WHAT THE TASK REQUIRES: Work out how many lines of the listing hold the string "Drive", then answer with that number and nothing else.

RECORDS TO USE:
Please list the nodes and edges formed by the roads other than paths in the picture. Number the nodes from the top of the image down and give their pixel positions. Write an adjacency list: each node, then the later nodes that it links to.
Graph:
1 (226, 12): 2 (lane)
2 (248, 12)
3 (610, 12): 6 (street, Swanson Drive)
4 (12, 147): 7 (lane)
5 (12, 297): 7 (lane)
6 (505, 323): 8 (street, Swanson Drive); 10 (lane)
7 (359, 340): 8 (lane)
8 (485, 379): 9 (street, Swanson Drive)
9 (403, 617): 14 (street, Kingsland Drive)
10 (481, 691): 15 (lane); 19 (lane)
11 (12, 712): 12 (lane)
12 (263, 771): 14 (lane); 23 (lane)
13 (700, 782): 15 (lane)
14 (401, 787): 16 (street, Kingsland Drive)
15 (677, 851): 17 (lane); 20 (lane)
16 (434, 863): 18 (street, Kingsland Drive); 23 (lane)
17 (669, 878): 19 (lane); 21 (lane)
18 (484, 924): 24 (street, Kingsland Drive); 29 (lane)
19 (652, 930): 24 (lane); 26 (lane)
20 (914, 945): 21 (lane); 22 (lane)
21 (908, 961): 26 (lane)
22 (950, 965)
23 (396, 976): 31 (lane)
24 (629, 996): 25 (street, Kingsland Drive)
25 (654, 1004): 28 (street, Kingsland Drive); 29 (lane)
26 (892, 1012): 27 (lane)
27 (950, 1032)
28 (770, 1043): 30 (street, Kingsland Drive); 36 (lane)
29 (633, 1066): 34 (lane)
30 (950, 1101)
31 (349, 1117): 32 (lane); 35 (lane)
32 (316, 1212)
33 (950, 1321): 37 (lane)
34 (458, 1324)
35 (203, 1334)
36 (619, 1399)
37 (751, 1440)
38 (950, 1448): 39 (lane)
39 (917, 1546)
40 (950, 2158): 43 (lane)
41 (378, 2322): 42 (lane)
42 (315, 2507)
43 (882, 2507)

ANSWER AREA: 10